まとめ:SOSを出すことは、親の立派な「責任」です
思春期の子どもは、親を拒絶しながらも、心の中では強い不安を抱え、誰かに助けてほしいと願っています。しかし、そのシグナルは暴言、暴力、昼夜逆転、無気力といった「親を困らせる形」で表れるため、親も疲弊して冷静な判断ができなくなってしまいます。
「行政に相談するなんて大げさな」「人に知られるのが恥ずかしい」「自分の育て方が悪かったと責められそう」。そんなふうに思って支援をためらう気持ちは痛いほどわかります。

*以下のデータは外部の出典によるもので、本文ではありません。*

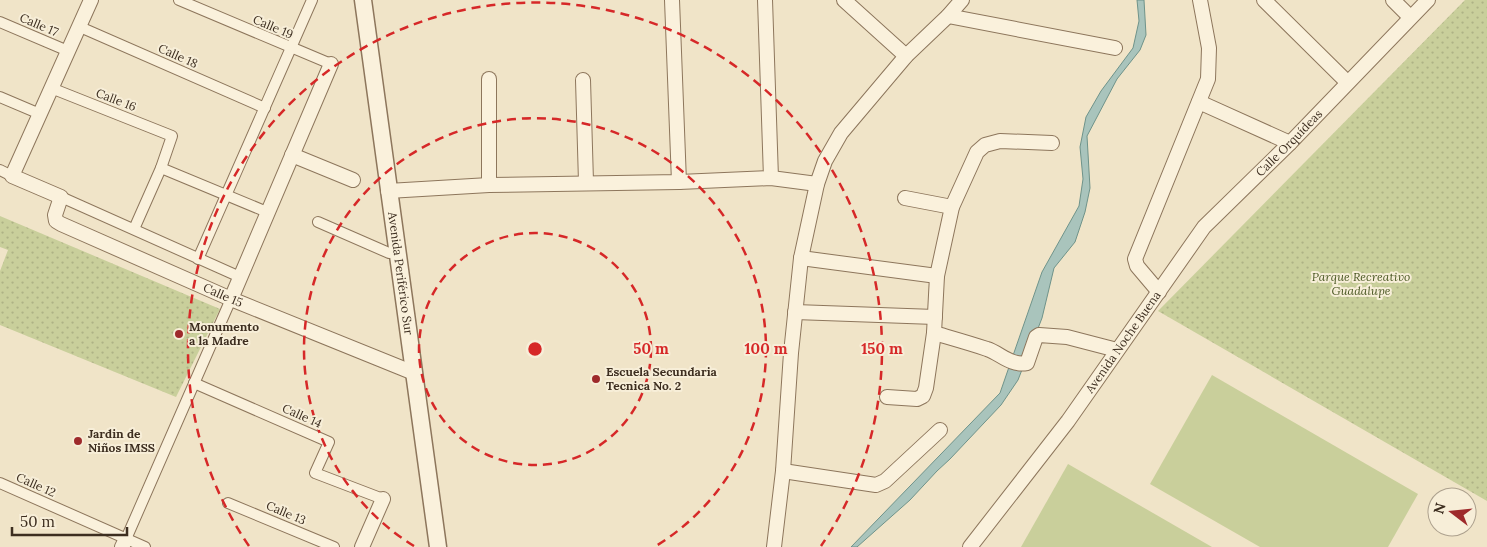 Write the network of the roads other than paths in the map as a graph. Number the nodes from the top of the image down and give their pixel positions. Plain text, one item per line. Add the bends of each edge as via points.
1 (92, 0) edge
2 (179, 0) edge
3 (312, 0) edge
4 (363, 0) edge
5 (672, 0) edge
6 (765, 0) edge
7 (844, 0) edge
8 (962, 0) edge
9 (1200, 0) edge
10 (1264, 0) edge
11 (1393, 0) edge
12 (1428, 0) edge
13 (948, 16) junction
14 (1410, 17) junction
15 (0, 22) edge
16 (80, 27) junction
17 (291, 48) junction
18 (1115, 48) dead end
19 (68, 51) junction
20 (906, 56) junction
21 (330, 64) joint
22 (489, 79) dead end
23 (583, 80) dead end
24 (1347, 82) junction
25 (51, 88) junction
26 (0, 97) edge
27 (1199, 102) junction
28 (266, 108) junction
29 (40, 114) junction
30 (1290, 142) junction
31 (1052, 143) dead end
32 (292, 155) junction
33 (161, 168) junction
34 (4, 175) edge
35 (770, 178) junction
36 (353, 180) dead end
37 (586, 182) junction
38 (679, 182) junction
39 (817, 184) junction
40 (489, 185) junction
41 (388, 191) junction
42 (226, 195) junction
43 (61, 197) junction
44 (905, 198) dead end
45 (952, 207) junction
46 (268, 212) junction
47 (318, 222) dead end
48 (134, 229) junction
49 (389, 253) dead end
50 (801, 258) junction
51 (198, 259) junction
52 (937, 276) junction
53 (240, 277) junction
54 (1159, 292) junction
55 (230, 299) junction
56 (795, 312) junction
57 (935, 317) junction
58 (934, 333) junction
59 (1117, 350) junction
60 (414, 373) junction
61 (194, 383) junction
62 (887, 396) dead end
63 (940, 430) dead end
64 (782, 471) junction
65 (0, 483) edge
66 (383, 499) joint
67 (228, 503) dead end
68 (124, 543) edge
69 (145, 547) edge
70 (334, 547) edge
71 (362, 547) edge
72 (438, 547) edge
73 (774, 547) edge
74 (970, 547) edge

1 - 16 street
2 - 17 street, Calle 19
3 - 17 street
4 - 41 street, Avenida Periférico Sur
5 - 38 street
6 - 35 street
7 - 20 street
8 - 13 street
9 - 27 street, Avenida Noche Buena via 1209,48 1208,79
10 - 24 street
11 - 14 street
12 - 14 street, Calle Orquídeas
13 - 18 street
13 - 20 street
14 - 24 street, Calle Orquídeas
15 - 19 street, Calle 17
16 - 19 street
16 - 28 street, Calle 18
17 - 21 street, Calle 19
17 - 28 street
19 - 25 street
20 - 39 street via 841,133 825,160
21 - 32 street
22 - 40 street
23 - 37 street
24 - 30 street, Calle Orquídeas
25 - 29 street
25 - 33 street, Calle 16 via 172,136
26 - 29 street
27 - 30 street
27 - 54 street, Avenida Noche Buena via 1134,259
28 - 42 street
29 - 34 street
30 - 54 street, Calle Orquídeas via 1204,227
31 - 45 street via 1000,141 985,145 977,152
32 - 36 street
32 - 46 street
33 - 42 street
33 - 48 street
34 - 43 street
35 - 38 street
35 - 39 street
37 - 38 street
37 - 40 street
39 - 50 street
40 - 41 street
41 - 60 street, Avenida Periférico Sur
42 - 46 street
42 - 51 street
43 - 48 street
43 - 55 street, Calle 15 via 56,222
44 - 45 street
45 - 52 street
46 - 53 street
47 - 49 street
48 - 51 street
50 - 52 street
50 - 56 street
51 - 53 street
52 - 57 street
53 - 55 street
54 - 59 street, Avenida Noche Buena
55 - 60 street, Calle 15
55 - 61 street
56 - 57 street
56 - 64 street
57 - 58 street
58 - 59 street via 1027,364 1039,335 1067,337
58 - 62 street via 923,396 917,399
59 - 74 street, Avenida Noche Buena via 1068,421
60 - 72 street, Avenida Periférico Sur
61 - 66 street, Calle 14 via 329,442 315,473
61 - 68 street
63 - 64 street via 886,481 876,484
64 - 73 street
65 - 68 street, Calle 12
66 - 71 street
67 - 70 street, Calle 13
68 - 69 street, Calle 12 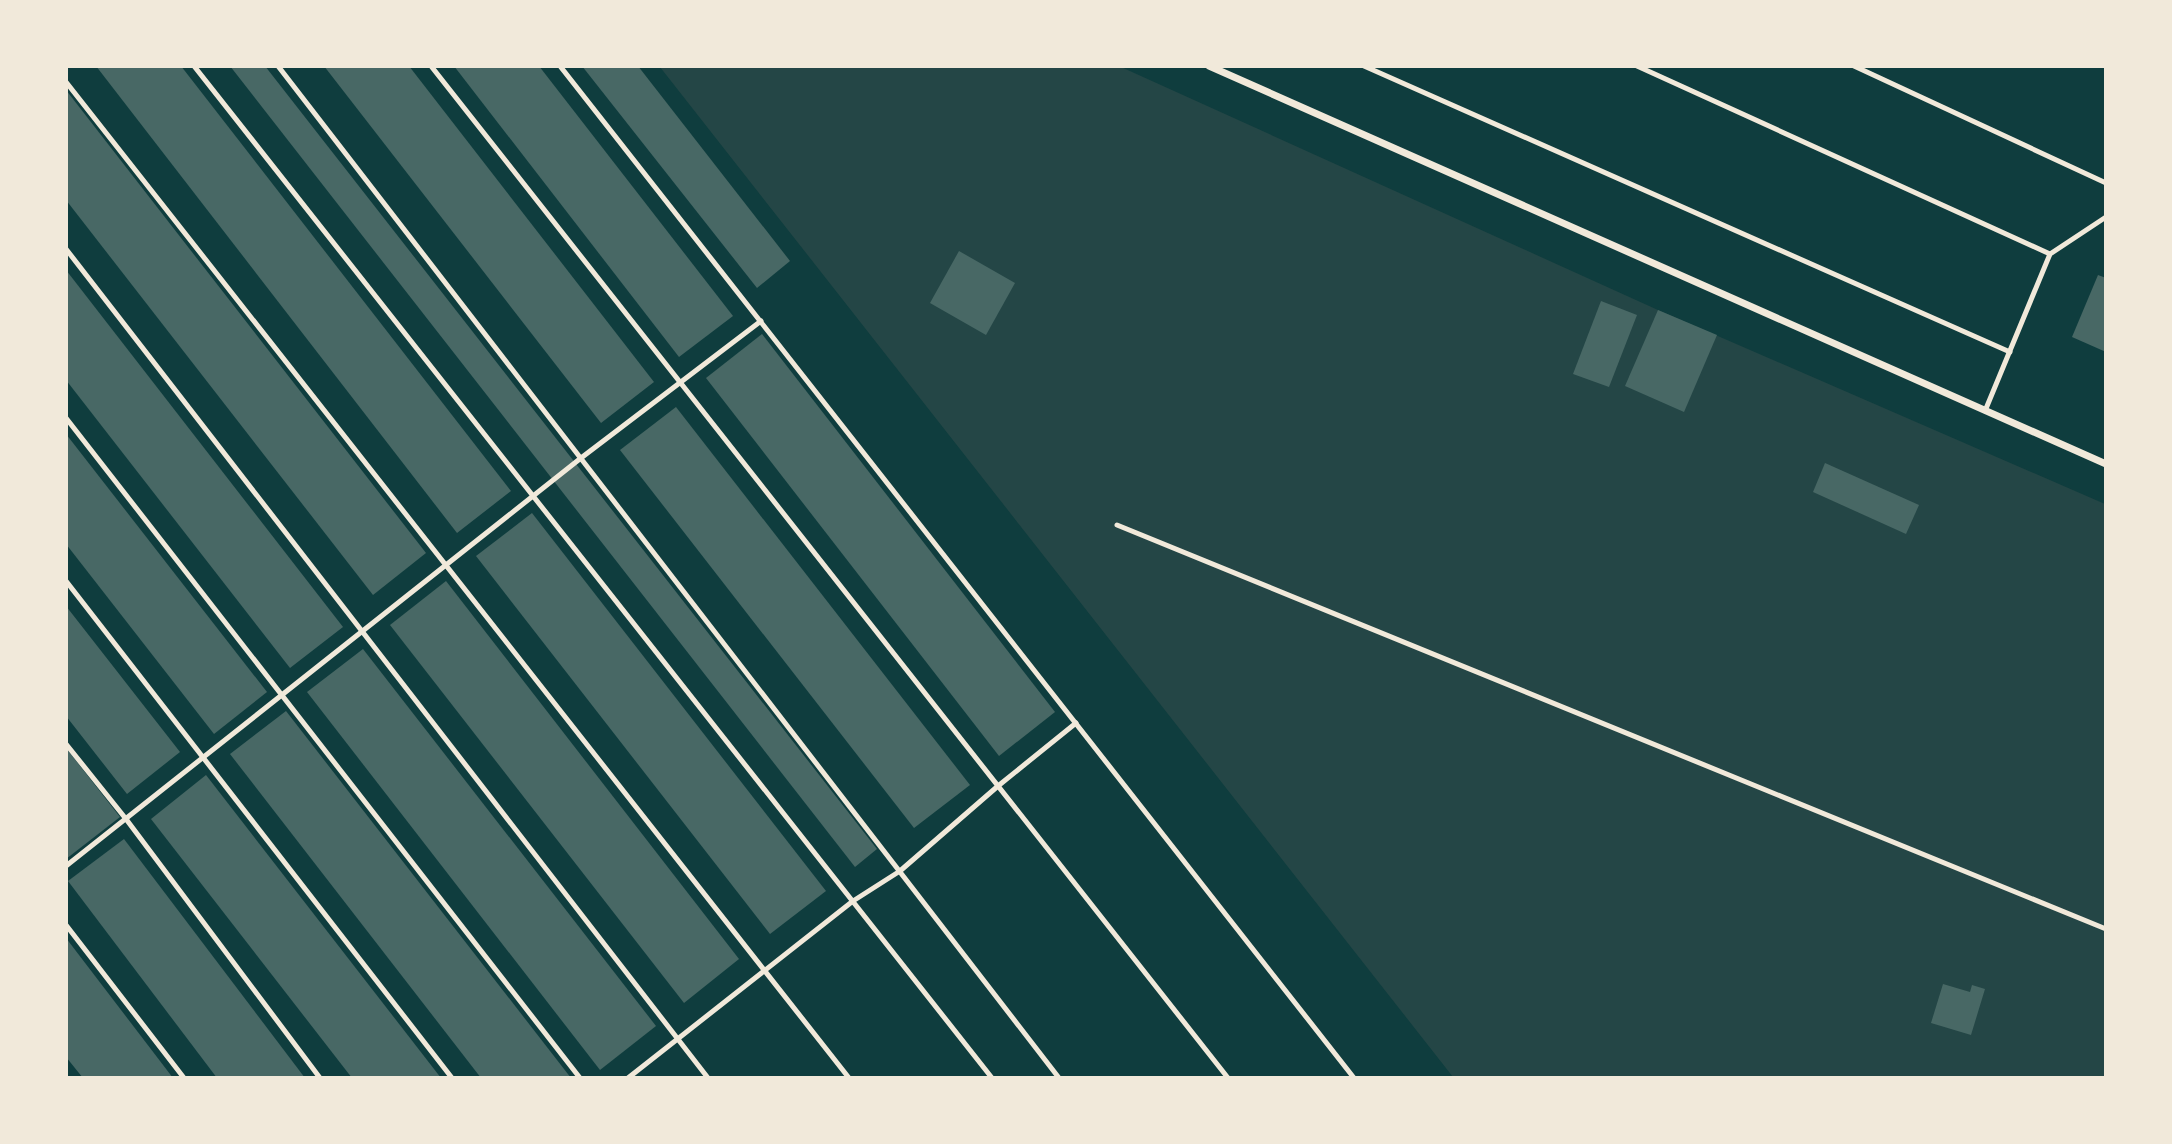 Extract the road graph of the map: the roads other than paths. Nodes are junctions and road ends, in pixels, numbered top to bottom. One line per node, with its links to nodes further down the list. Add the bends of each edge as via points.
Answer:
1 (194, 66): 21 (lane)
2 (278, 66): 19 (lane)
3 (430, 66): 16 (lane)
4 (560, 66): 14 (lane)
5 (1209, 66): 17 (street)
6 (1364, 66): 15 (lane)
7 (1637, 66): 13 (lane)
8 (1854, 66): 10 (lane)
9 (66, 82): 23 (lane)
10 (2105, 183)
11 (2105, 217): 13 (lane)
12 (66, 249): 25 (lane)
13 (2050, 254): 15 (lane)
14 (761, 321): 16 (lane); 27 (lane)
15 (2010, 352): 17 (lane)
16 (680, 383): 19 (lane); 30 (lane)
17 (1985, 411): 20 (street)
18 (66, 418): 26 (lane)
19 (581, 458): 21 (lane); 33 (lane)
20 (2105, 464)
21 (533, 496): 23 (lane); 34 (lane)
22 (1118, 525): 36 (lane)
23 (446, 565): 25 (lane); 37 (lane)
24 (66, 581): 29 (lane)
25 (362, 631): 26 (lane); 38 (lane)
26 (283, 694): 29 (lane); 42 (lane)
27 (1076, 723): 30 (lane); 49 (lane)
28 (66, 744): 31 (lane)
29 (204, 757): 31 (lane); 41 (lane)
30 (998, 786): 33 (lane); 48 (lane)
31 (126, 819): 32 (lane); 40 (lane)
32 (66, 866)
33 (900, 871): 34 (lane); 47 (lane)
34 (853, 901): 37 (lane); 46 (lane)
35 (66, 925): 39 (lane)
36 (2105, 929)
37 (765, 970): 38 (lane); 45 (lane)
38 (678, 1038): 43 (lane); 44 (lane)
39 (184, 1077)
40 (320, 1077)
41 (452, 1077)
42 (580, 1077)
43 (628, 1077)
44 (708, 1077)
45 (849, 1077)
46 (992, 1077)
47 (1059, 1077)
48 (1228, 1077)
49 (1354, 1077) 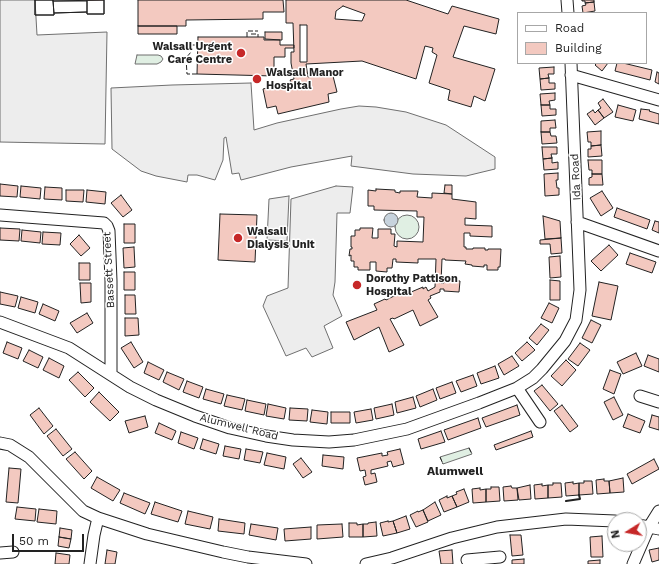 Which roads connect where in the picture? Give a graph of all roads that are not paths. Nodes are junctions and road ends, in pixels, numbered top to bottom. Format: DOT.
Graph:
graph roads {
  1 [pos="567,0"];
  2 [pos="568,12"];
  3 [pos="570,64"];
  4 [pos="571,75"];
  5 [pos="659,100"];
  6 [pos="0,214"];
  7 [pos="577,222"];
  8 [pos="659,251"];
  9 [pos="580,290"];
  10 [pos="0,322"];
  11 [pos="111,374"];
  12 [pos="516,388"];
  13 [pos="640,396"];
  14 [pos="659,402"];
  15 [pos="540,422"];
  16 [pos="0,443"];
  17 [pos="659,511"];
  18 [pos="98,518"];
  19 [pos="607,521"];
  20 [pos="649,527"];
  21 [pos="13,552"];
  22 [pos="0,553"];
  23 [pos="500,557"];
  24 [pos="467,560"];
  25 [pos="483,561"];
  26 [pos="90,564"];
  27 [pos="306,564"];
  28 [pos="366,564"];
  29 [pos="370,564"];
  30 [pos="633,564"];
  1 -- 2 [label="street"];
  3 -- 4 [label="street, Ida Road"];
  4 -- 5 [label="street"];
  4 -- 7 [label="street, Ida Road"];
  6 -- 11 [label="street, Bassett Street"];
  7 -- 8 [label="street"];
  7 -- 9 [label="street, Ida Road"];
  9 -- 12 [label="street, Alumwell Road"];
  10 -- 11 [label="street, Alumwell Road"];
  11 -- 12 [label="street, Alumwell Road"];
  12 -- 15 [label="street"];
  13 -- 14 [label="street"];
  16 -- 18 [label="street"];
  17 -- 20 [label="street"];
  18 -- 26 [label="street"];
  18 -- 27 [label="street"];
  19 -- 29 [label="street"];
  20 -- 30 [label="street"];
  21 -- 22 [label="street"];
  23 -- 25 [label="street"];
  24 -- 25 [label="street"];
  28 -- 29 [label="street"];
}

しかし、外部の専門機関に相談することは、決して親の敗北でも無責任でもありません。むしろ、家庭という密室に風穴を開け、子どもを守り、親自身を守るための「立派な親の責任」であり、愛情の形です。
児童相談所でも、学校の教育相談でも、保健師さんでも構いません。まずは一番話しやすそうなところ、電話をかけやすいところに、一本の電話を入れてみてください。
「子どもが学校に行かなくて辛い」「暴力を振るわれて限界です」と、ありのままを伝えて大丈夫です。そこから、あなたとご家族に合った支援のネットワークが必ず広がっていきます。
あなたは一人ではありません。どうぞ、背負い込んでいるその重い荷物を、少しだけ社会の専門家たちに預けてみてくださいね。